(SUPPLIED ENTRIES)
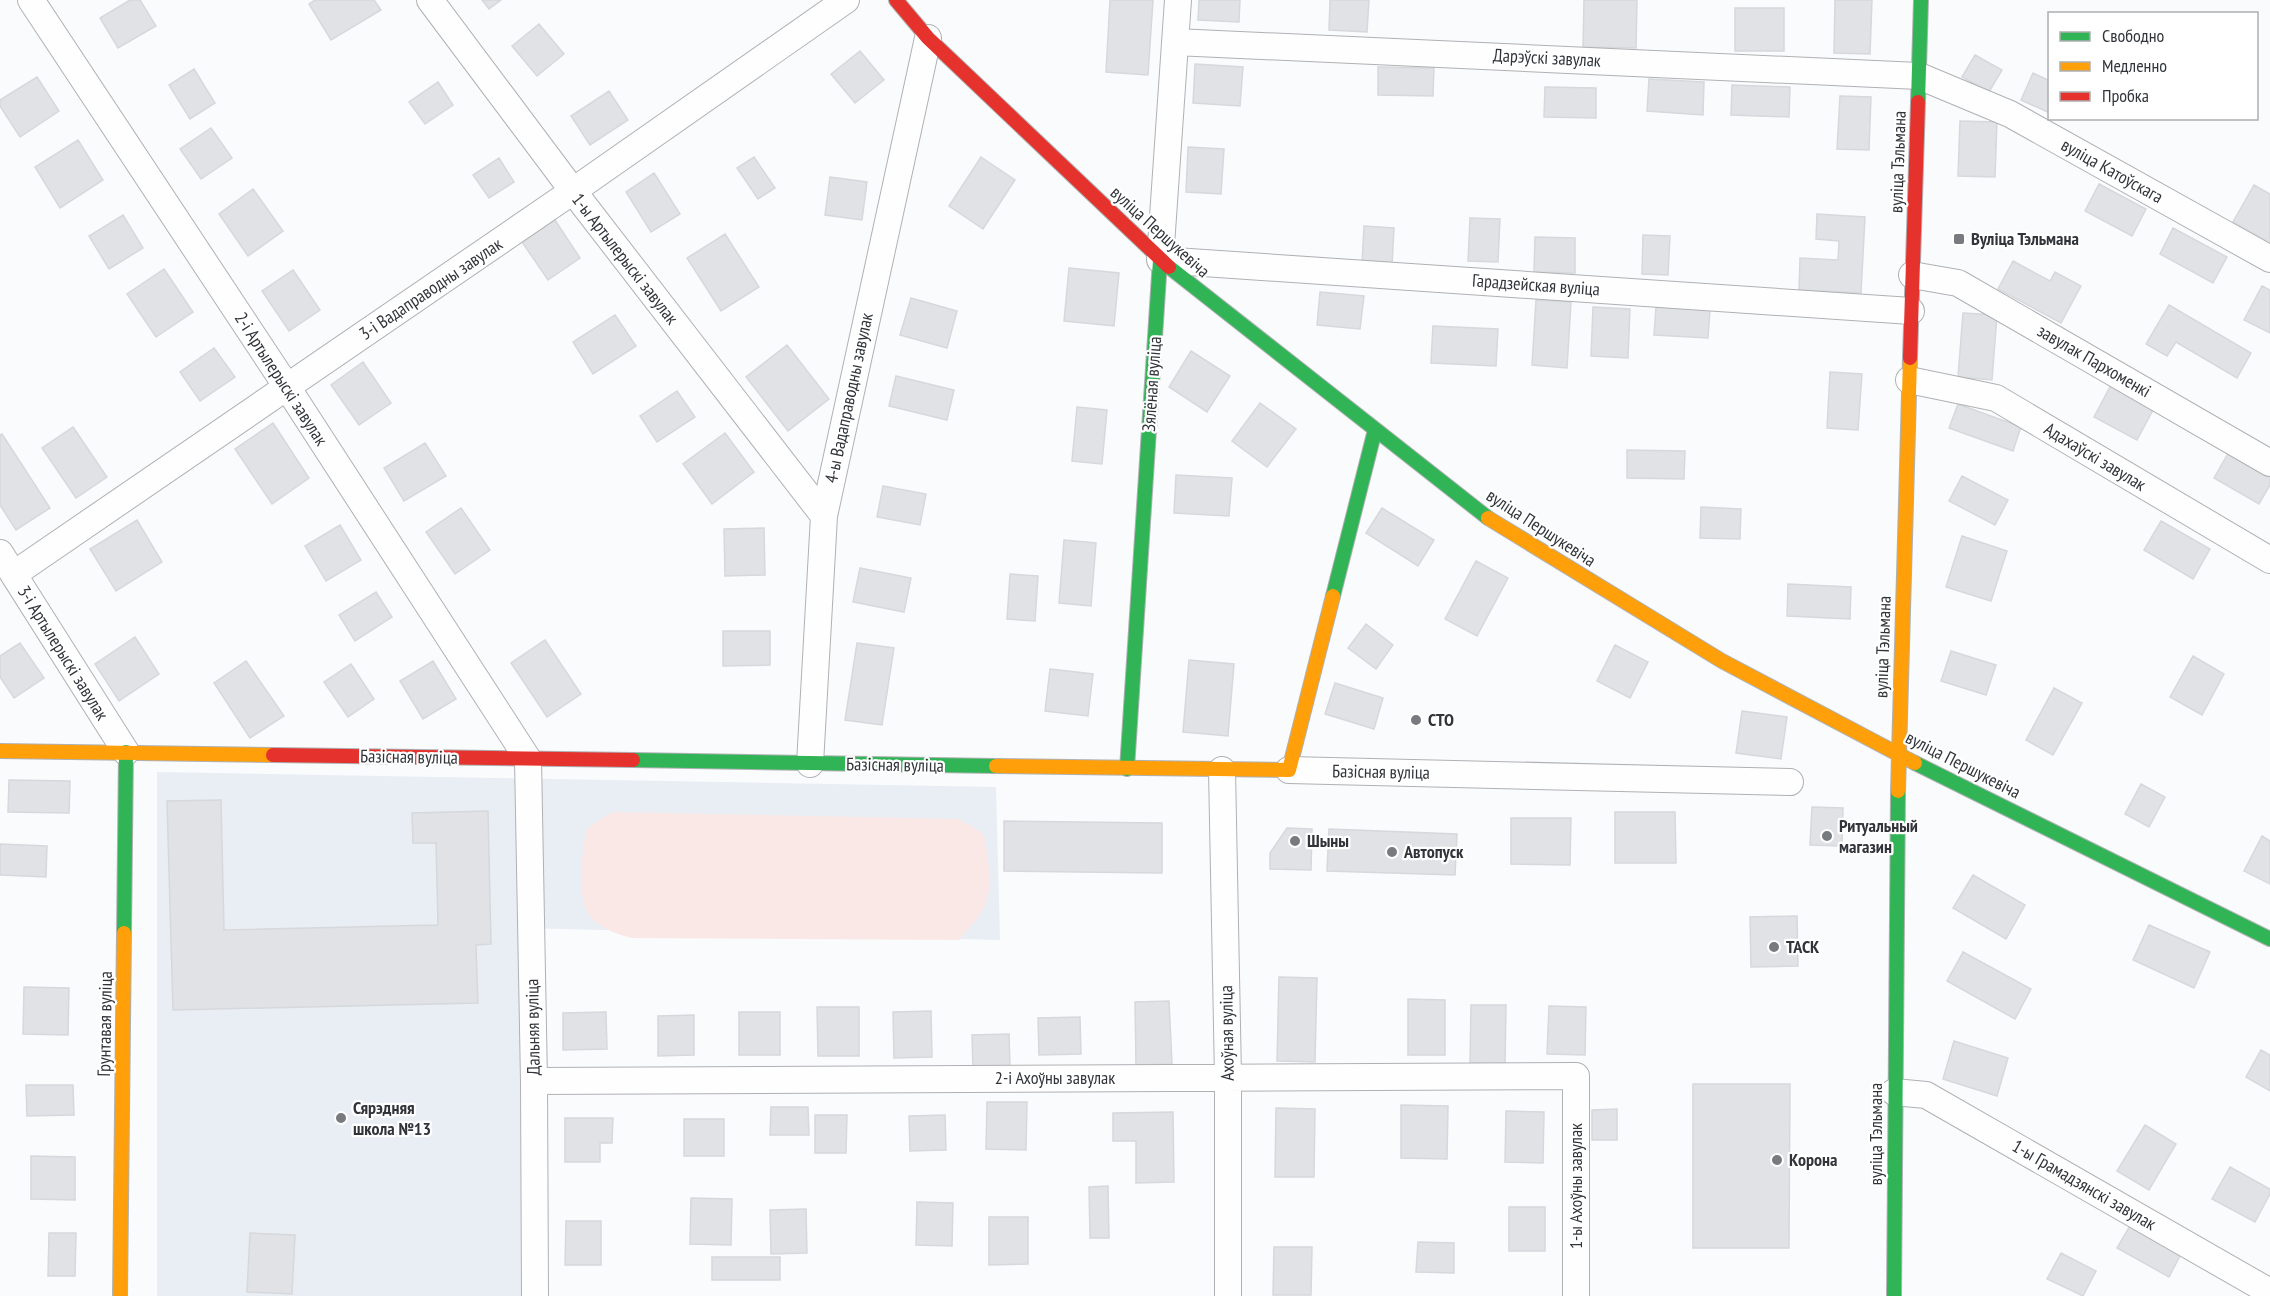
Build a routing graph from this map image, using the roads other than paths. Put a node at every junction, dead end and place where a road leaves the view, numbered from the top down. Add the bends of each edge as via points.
1 (31, 0) edge
2 (430, 0) edge
3 (846, 0) edge
4 (896, 0) edge
5 (1178, 0) edge
6 (1921, 0) edge
7 (928, 38) junction
8 (1175, 42) junction
9 (1919, 76) junction
10 (573, 191) junction
11 (2270, 259) edge
12 (1160, 260) junction
13 (1912, 275) junction
14 (1911, 311) junction
15 (1909, 380) junction
16 (287, 387) junction
17 (1375, 430) junction
18 (2270, 462) edge
19 (824, 516) junction
20 (2270, 560) edge
21 (7, 564) edge
22 (0, 752) edge
23 (126, 752) junction
24 (1898, 752) junction
25 (528, 759) junction
26 (810, 764) junction
27 (1127, 769) junction
28 (1289, 770) junction
29 (1222, 771) junction
30 (1790, 782) dead end
31 (2270, 939) edge
32 (1576, 1076) joint
33 (1228, 1077) junction
34 (534, 1081) junction
35 (1894, 1092) junction
36 (2270, 1292) edge
37 (120, 1296) edge
38 (535, 1296) edge
39 (1228, 1296) edge
40 (1576, 1296) edge
41 (1894, 1296) edge

1 - 16 street, 2-і Артылерыскі завулак
2 - 10 street, 1-ы Артылерыскі завулак
3 - 10 street, 3-і Вадаправодны завулак
4 - 7 main road, вуліца Першукевіча
5 - 8 street, Зялёная вуліца
6 - 9 main road, вуліца Тэльмана
7 - 12 main road, вуліца Першукевіча
7 - 19 street, 4-ы Вадаправодны завулак
8 - 9 street, Дарэўскі завулак
8 - 12 street, Зялёная вуліца
9 - 11 street, вуліца Катоўскага via 2010,114
9 - 13 main road, вуліца Тэльмана
10 - 16 street, 3-і Вадаправодны завулак
10 - 19 street, 1-ы Артылерыскі завулак
12 - 14 street, Гарадзейская вуліца
12 - 17 main road, вуліца Першукевіча
12 - 27 main road, Зялёная вуліца
13 - 14 main road, вуліца Тэльмана
13 - 18 street, завулак Пархоменкі via 1958,282
14 - 15 main road, вуліца Тэльмана
15 - 20 street, Адахаўскі завулак via 1996,398
15 - 24 main road, вуліца Тэльмана
16 - 21 street, 3-і Вадаправодны завулак
16 - 25 street, 2-і Артылерыскі завулак
17 - 24 main road, вуліца Першукевіча via 1498,526 1722,661
17 - 28 main road
19 - 26 street, 4-ы Вадаправодны завулак
21 - 23 street, 3-і Артылерыскі завулак
22 - 23 main road, Базісная вуліца
23 - 25 main road, Базісная вуліца
23 - 37 main road, Грунтавая вуліца
24 - 31 main road, вуліца Першукевіча
24 - 35 main road, вуліца Тэльмана
25 - 26 main road, Базісная вуліца
25 - 34 street, Дальняя вуліца
26 - 27 main road, Базісная вуліца
27 - 29 main road, Базісная вуліца
28 - 29 main road, Базісная вуліца
28 - 30 street, Базісная вуліца
29 - 33 street, Ахоўная вуліца
32 - 33 street, 2-і Ахоўны завулак
32 - 40 street, 1-ы Ахоўны завулак
33 - 34 street, 2-і Ахоўны завулак
33 - 39 street, Ахоўная вуліца
34 - 38 street, Дальняя вуліца
35 - 36 street, 1-ы Грамадзянскі завулак via 1926,1095
35 - 41 main road, вуліца Тэльмана

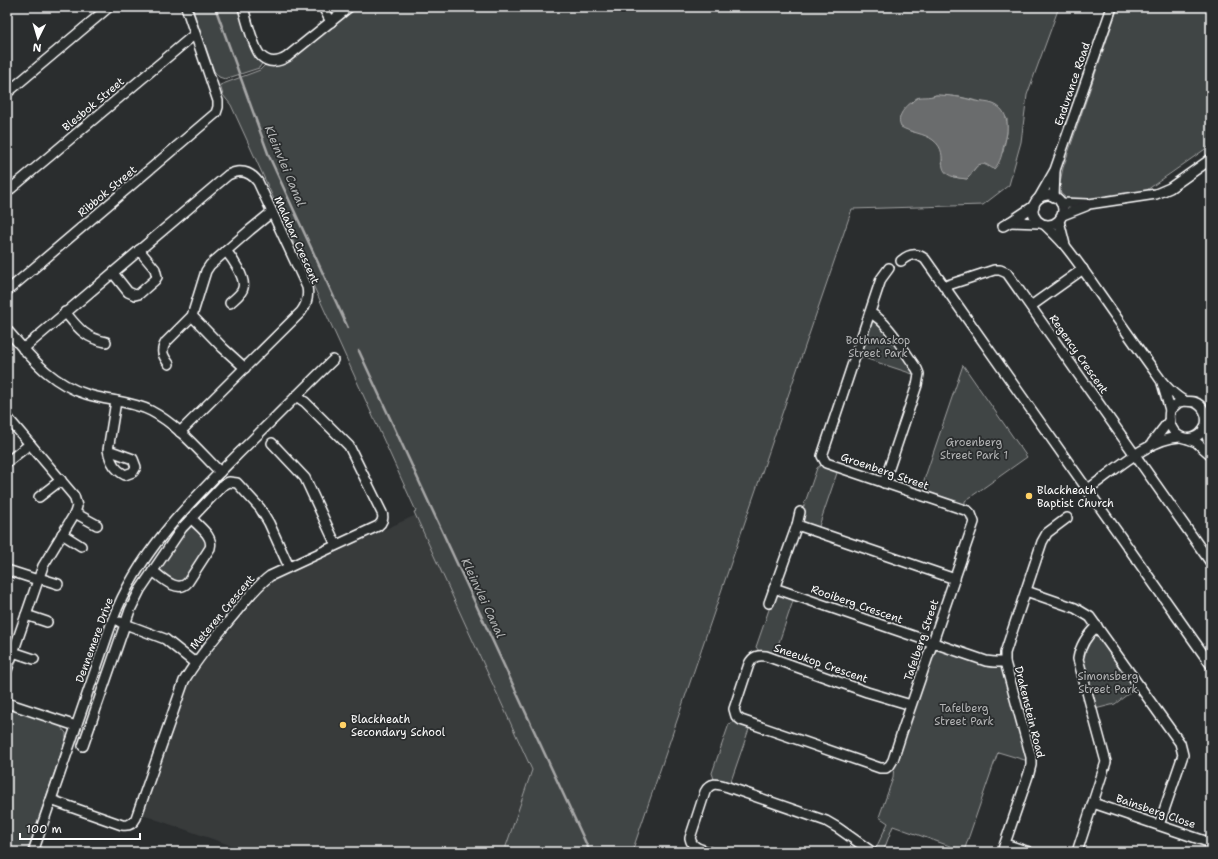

(ACTIVITY)
Without the pictures, give the entries above back exactly.

(RESULT)
Build a routing graph from this map image, using the roads other than paths. Put a node at every junction, dead end and place where a road leaves the view, numbered from the top down. Add the bends of each edge as via points.
1 (31, 0) edge
2 (430, 0) edge
3 (846, 0) edge
4 (896, 0) edge
5 (1178, 0) edge
6 (1921, 0) edge
7 (928, 38) junction
8 (1175, 42) junction
9 (1919, 76) junction
10 (573, 191) junction
11 (2270, 259) edge
12 (1160, 260) junction
13 (1912, 275) junction
14 (1911, 311) junction
15 (1909, 380) junction
16 (287, 387) junction
17 (1375, 430) junction
18 (2270, 462) edge
19 (824, 516) junction
20 (2270, 560) edge
21 (7, 564) edge
22 (0, 752) edge
23 (126, 752) junction
24 (1898, 752) junction
25 (528, 759) junction
26 (810, 764) junction
27 (1127, 769) junction
28 (1289, 770) junction
29 (1222, 771) junction
30 (1790, 782) dead end
31 (2270, 939) edge
32 (1576, 1076) joint
33 (1228, 1077) junction
34 (534, 1081) junction
35 (1894, 1092) junction
36 (2270, 1292) edge
37 (120, 1296) edge
38 (535, 1296) edge
39 (1228, 1296) edge
40 (1576, 1296) edge
41 (1894, 1296) edge

1 - 16 street, 2-і Артылерыскі завулак
2 - 10 street, 1-ы Артылерыскі завулак
3 - 10 street, 3-і Вадаправодны завулак
4 - 7 main road, вуліца Першукевіча
5 - 8 street, Зялёная вуліца
6 - 9 main road, вуліца Тэльмана
7 - 12 main road, вуліца Першукевіча
7 - 19 street, 4-ы Вадаправодны завулак
8 - 9 street, Дарэўскі завулак
8 - 12 street, Зялёная вуліца
9 - 11 street, вуліца Катоўскага via 2010,114
9 - 13 main road, вуліца Тэльмана
10 - 16 street, 3-і Вадаправодны завулак
10 - 19 street, 1-ы Артылерыскі завулак
12 - 14 street, Гарадзейская вуліца
12 - 17 main road, вуліца Першукевіча
12 - 27 main road, Зялёная вуліца
13 - 14 main road, вуліца Тэльмана
13 - 18 street, завулак Пархоменкі via 1958,282
14 - 15 main road, вуліца Тэльмана
15 - 20 street, Адахаўскі завулак via 1996,398
15 - 24 main road, вуліца Тэльмана
16 - 21 street, 3-і Вадаправодны завулак
16 - 25 street, 2-і Артылерыскі завулак
17 - 24 main road, вуліца Першукевіча via 1498,526 1722,661
17 - 28 main road
19 - 26 street, 4-ы Вадаправодны завулак
21 - 23 street, 3-і Артылерыскі завулак
22 - 23 main road, Базісная вуліца
23 - 25 main road, Базісная вуліца
23 - 37 main road, Грунтавая вуліца
24 - 31 main road, вуліца Першукевіча
24 - 35 main road, вуліца Тэльмана
25 - 26 main road, Базісная вуліца
25 - 34 street, Дальняя вуліца
26 - 27 main road, Базісная вуліца
27 - 29 main road, Базісная вуліца
28 - 29 main road, Базісная вуліца
28 - 30 street, Базісная вуліца
29 - 33 street, Ахоўная вуліца
32 - 33 street, 2-і Ахоўны завулак
32 - 40 street, 1-ы Ахоўны завулак
33 - 34 street, 2-і Ахоўны завулак
33 - 39 street, Ахоўная вуліца
34 - 38 street, Дальняя вуліца
35 - 36 street, 1-ы Грамадзянскі завулак via 1926,1095
35 - 41 main road, вуліца Тэльмана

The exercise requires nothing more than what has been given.